Even with its more ambitious pizzas, Pizaro's never lets the toppings overwhelm the basic ingredients, as with a recent daily special that featured hickory-smoked pork belly with a tinge of maple and a few oven-roasted mushrooms on top. The hickory and maple sweetness of the pork belly was a pleasant contrast against the salty cheese and earthy mushrooms, but you only tasted faint hints of that sweetness in each bite. Any more would have been overkill.
Even a Nutella dessert pizza smartly keeps its wits about it: A plain round of pizza dough is shuffled into the oven, emerging puffy and towering before Hutchison tamps it down with a paddle. Another pizzaiolo comes behind him and smears it nearly edge-to-edge with a spatula full of the chocolate- and hazelnut-flavored spread, which is native to the Piedmont area of Italy. A single sprinkle of confectioner's sugar on top and the dessert pizza is finished — a triumph of warm, melting Nutella and simplicity.
That's not to say that Pizaro's doesn't have the occasional misstep: A spinach- and ricotta-stuffed crust on one version of the margherita pizza sounds amazing in theory but doesn't work in execution. The spinach is clearly fresh, but that also makes it far too watery. The ricotta, too, leaches moisture into the crust while cooking, leaving a crust that's soggy and damp — thereby ruining one of the best parts of the pizza.
Other missteps can occur on the part of the patron rather than Pizaro's. If you insist that your pizza be loaded down with ingredients, you're doing yourself a disservice. The thin-crusted nature of the Napoletana-style pizza means that it can't hold up to a bounty of ingredients. Better to stick with lighter toppings that deliver high-density flavor, like the arugula and prosciutto pizza that's a personal favorite.
The smart customer will also come to Pizaro's equipped with a bottle of wine or a six-pack of beer, as the bare-bones counter-service restaurant is BYOB (with no corkage fee). This helps keep costs down — important when a 12-inch pizza starts at $12 and ranges up to $16 or $17 for specialty pies such as the delicate, meatball-topped polpette pizza. A group of four should expect to order at least two pizzas — and I'd throw in a couple of salads and a dessert pizza to split as well — which brings the total cost to around $18 a person. Not bad for a night out.
At lunch, Pizaro's offers a terrific daytime deal from 11 a.m. to 2 p.m. in which you can snag an eight-inch personal pizza with one topping and a salad for only $8.99. It also functions as a laid-back cafe where you can easily linger solo at a table with a pizza and a Pellegrino on quieter nights.
On weekends, however, watch out for the marauding hordes of Memorial-area residents who live in the immediate vicinity and bring their kids' entire swim teams to dinner as if Pizaro's were simply a nicer CiCi's Pizza. (I feel comfortable making this observation as a kid who grew up down the street from Pizaro's and was often taken to CiCi's with my entire swim team while our exhausted adult chaperones looked the other way for an hour or so.) Pizaro's can be downright unpleasant on these evenings, and is best enjoyed on weekend afternoons or at weekday dinners.

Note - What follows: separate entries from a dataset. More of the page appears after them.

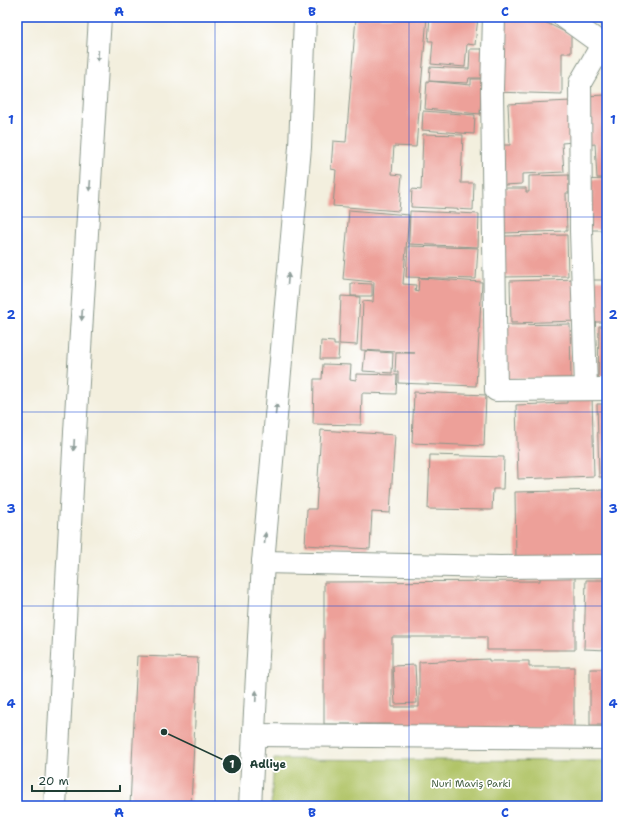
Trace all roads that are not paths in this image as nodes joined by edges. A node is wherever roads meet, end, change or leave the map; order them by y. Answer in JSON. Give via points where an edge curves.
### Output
{"nodes":[{"id":1,"x":100,"y":17,"type":"edge"},
{"id":2,"x":305,"y":17,"type":"edge"},
{"id":3,"x":494,"y":17,"type":"edge"},
{"id":4,"x":564,"y":17,"type":"edge"},
{"id":5,"x":605,"y":46,"type":"edge"},
{"id":6,"x":597,"y":388,"type":"edge"},
{"id":7,"x":263,"y":562,"type":"junction"},
{"id":8,"x":607,"y":566,"type":"edge"},
{"id":9,"x":255,"y":735,"type":"junction"},
{"id":10,"x":607,"y":738,"type":"edge"},
{"id":11,"x":55,"y":806,"type":"edge"},
{"id":12,"x":250,"y":806,"type":"edge"}],
"edges":[{"from":1,"to":11,"type":"street","one_way":true},
{"from":7,"to":2,"type":"street","one_way":true,"via":[[300,147]]},
{"from":3,"to":6,"type":"street","via":[[492,89],[496,390]]},
{"from":4,"to":5,"type":"street"},
{"from":5,"to":6,"type":"street","via":[[580,83],[581,231]]},
{"from":7,"to":8,"type":"street","via":[[500,567]]},
{"from":9,"to":7,"type":"street","one_way":true},
{"from":9,"to":10,"type":"street"},
{"from":9,"to":12,"type":"street"}]}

It's these quiet times, after all, when you can watch Bill Hutchison working side by side with his family: wife Gloria manning the cash register, son Matt tossing dough and delivering pizzas to tables with a sincere smile. During those evenings when the pizzaioli are dancing around each other, flames from the oak-fired oven lighting them from behind, it's easy to see why Hutchison left behind the corporate world to open this small, dedicated, hyper-focused pizzeria in an old suburban strip mall — and why it all works so well.